Quien se come un buen risotto en su punto, tiene el privilegio de disfrutar de un plato de textura y sabor incomparables. El ingrediente principal de este apetitoso plato es el arroz arborio.
Verás que casi todas las recetas de risotto son muy parecidas, pero es que hacer risotto, más que una receta, es el arte de dominar la técnica. La próxima vez que prepares risotto, no te tienes que ceñir a una receta. Se trata de hacerlo una vez, descubrir el truco para lograr su textura y atreverte a experimentar con nuevos sabores.
El ingrediente básico del famoso risotto es el arroz arborio, un arroz de grano muy blanco y redondo. Este tipo de arroz tiene la particularidad de absorber mucho líquido durante la cocción, sin ponerse blando. Su contenido de almidón es sumamente alto y este se disuelve cuando se cocina. Esta característica le otorga la textura cremosa al clásico risotto italiano.
El arroz arborio debería tomarse unos 18 ó 20 minutos para estar al dente. Verás que la media taza de consomé se absorbe cada minuto y medio aproximadamente. Lo importante es que la llama esté lo suficientemente suave como para que realmente el arroz absorba el líquido y no que éste simplemente se evapore con la cocción. Espera a que absorba el líquido por completo para añadir la siguiente media taza. No dejes de remover con la cuchara de madera.
Cocina los espárragos al vapor y mantenlos aparte.
En una olla mediana, derrite la mantequilla y sofríe la cebolla picadita hasta dorar. Agrega el cebollín y retira del fuego. Mantenlos aparte.

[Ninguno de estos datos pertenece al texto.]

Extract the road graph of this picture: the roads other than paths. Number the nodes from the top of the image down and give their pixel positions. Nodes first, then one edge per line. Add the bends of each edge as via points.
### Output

En la misma olla agrega dos cucharadas de aceite de oliva. Añade el arroz arborio y remueve con la cuchara de madera hasta que los granos queden bien cubiertos de aceite.

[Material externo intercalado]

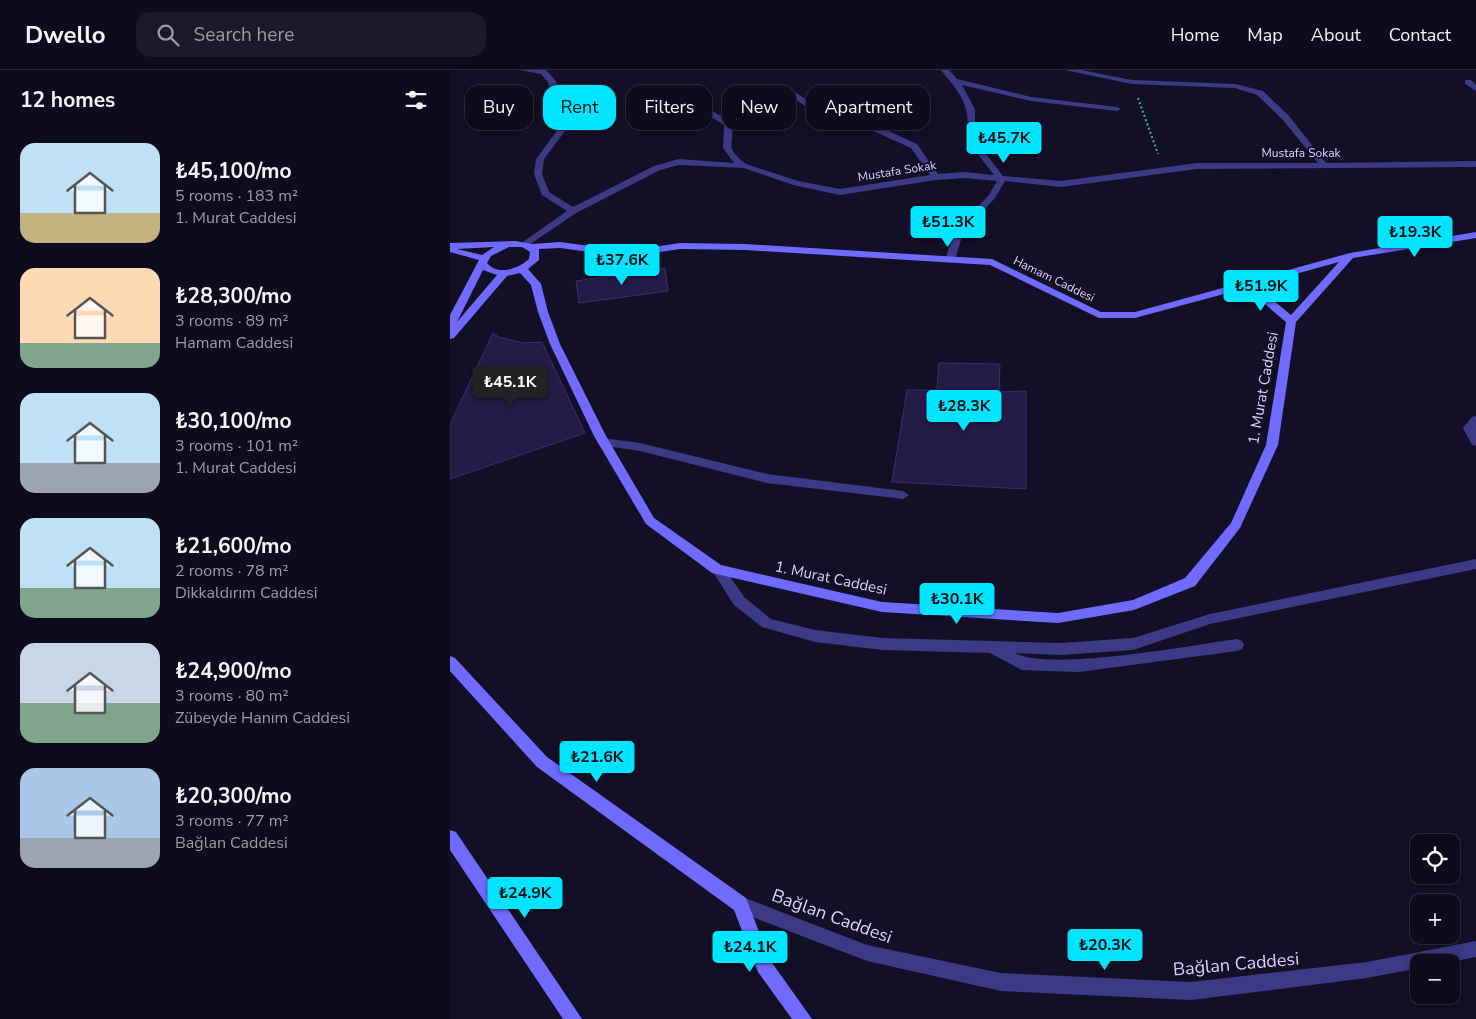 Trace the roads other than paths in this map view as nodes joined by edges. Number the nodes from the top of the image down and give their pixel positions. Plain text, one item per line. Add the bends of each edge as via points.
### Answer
1 (524, 70) edge
2 (944, 70) edge
3 (1069, 70) edge
4 (543, 71) edge
5 (955, 81) junction
6 (1468, 82) dead end
7 (1476, 89) edge
8 (796, 95) edge
9 (1117, 109) dead end
10 (712, 114) edge
11 (1476, 164) edge
12 (1324, 165) junction
13 (745, 166) junction
14 (936, 177) junction
15 (1002, 180) junction
16 (573, 211) junction
17 (1476, 235) edge
18 (507, 244) junction
19 (529, 246) junction
20 (450, 247) edge
21 (1350, 256) junction
22 (483, 260) junction
23 (950, 260) junction
24 (522, 269) junction
25 (504, 273) junction
26 (1248, 284) junction
27 (1290, 321) junction
28 (450, 325) edge
29 (450, 336) edge
30 (1476, 420) edge
31 (603, 442) junction
32 (1476, 442) edge
33 (903, 495) dead end
34 (1476, 564) edge
35 (717, 569) junction
36 (987, 645) junction
37 (1237, 645) dead end
38 (450, 662) edge
39 (450, 837) edge
40 (740, 904) junction
41 (1476, 949) edge
42 (573, 1019) edge
43 (803, 1019) edge

1 - 4 street
2 - 5 street
3 - 12 street via 1132,82 1235,86 1260,94 1286,118
4 - 16 street via 552,81 561,113 560,131 540,159 538,174 545,193
5 - 9 street via 1032,99
5 - 15 street via 966,92 974,118 971,140
6 - 7 street
8 - 14 street via 820,112 872,127 914,146
10 - 13 street via 728,124 725,148 730,158
11 - 12 street, Mustafa Sokak
12 - 15 street, Mustafa Sokak via 1197,166 1061,184
13 - 14 street, Mustafa Sokak via 796,183 840,192
13 - 16 street, Mustafa Sokak via 679,162 657,168
14 - 15 street, Mustafa Sokak via 964,175
15 - 23 street via 959,232
16 - 19 street, Mustafa Sokak
17 - 21 main road
18 - 19 main road, Hamam Caddesi
18 - 20 main road, Hamam Caddesi
18 - 22 main road via 493,250
19 - 23 main road, Hamam Caddesi via 560,245 626,254 680,246 745,247
19 - 24 main road via 535,251 534,260
20 - 22 main road
21 - 26 main road, Hamam Caddesi
21 - 27 main road, 1. Murat Caddesi
22 - 25 main road via 489,271
22 - 28 main road
23 - 26 main road, Hamam Caddesi via 992,262 1099,314 1135,315
24 - 25 main road
24 - 31 main road, 1. Murat Caddesi via 536,284 555,344
25 - 29 main road
26 - 27 main road
27 - 35 main road, 1. Murat Caddesi via 1272,445 1236,525 1190,582 1134,605 1058,618 882,607
30 - 32 street via 1469,428
31 - 33 street via 650,448 713,467 784,482
31 - 35 main road, 1. Murat Caddesi via 650,522
34 - 36 street via 1210,619 1133,644 1060,648
35 - 36 street via 739,601 767,623 816,636 882,644
36 - 37 street via 1022,664 1079,666
38 - 40 main road via 542,762
39 - 42 main road
40 - 41 street, Bağlan Caddesi via 867,953 1001,982 1191,991 1367,970
40 - 43 main road via 764,966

Añade media taza de consomé tibio y remueve con la cuchara de madera hasta que el arroz lo absorba por completo. Repite esta operación, agregando media taza de caldo cada vez, hasta que el arroz esté al dente, unos 20 minutos.
Por último, vierte el vino blanco. Agrega la cebolla y el cebollín e incorpora los espárragos y la última cucharada de aceite. Ajusta la sal y la pimienta y cocina apenas un poquito más. Vierte el jugo de limón y decora con la ralladura y el queso parmesano. Sirve de inmediato.
Debes mantener el consomé siempre bien caliente mientras lo vas incorporando al risotto. Ten a mano una o dos tazas adicionales de consomé, por si se terminara y todavía el arroz no estuviera al dente.
Yo prefiero los espárragos frescos para hacer el risotto. Lo ideal para conservar su color verde muy vivo, es ponerlos en agua helada una vez cocidos. De esta forma evitarás que se sigan cocinando y mantendrán la textura perfecta. Recuerda añadirlos sólo al final para evitar que se cocinen demasiado.
Utiliza siempre aceite de oliva para hacer risotto. En esta receta, la razón de combinar el aceite de oliva con mantequilla es una cuestión de sabores.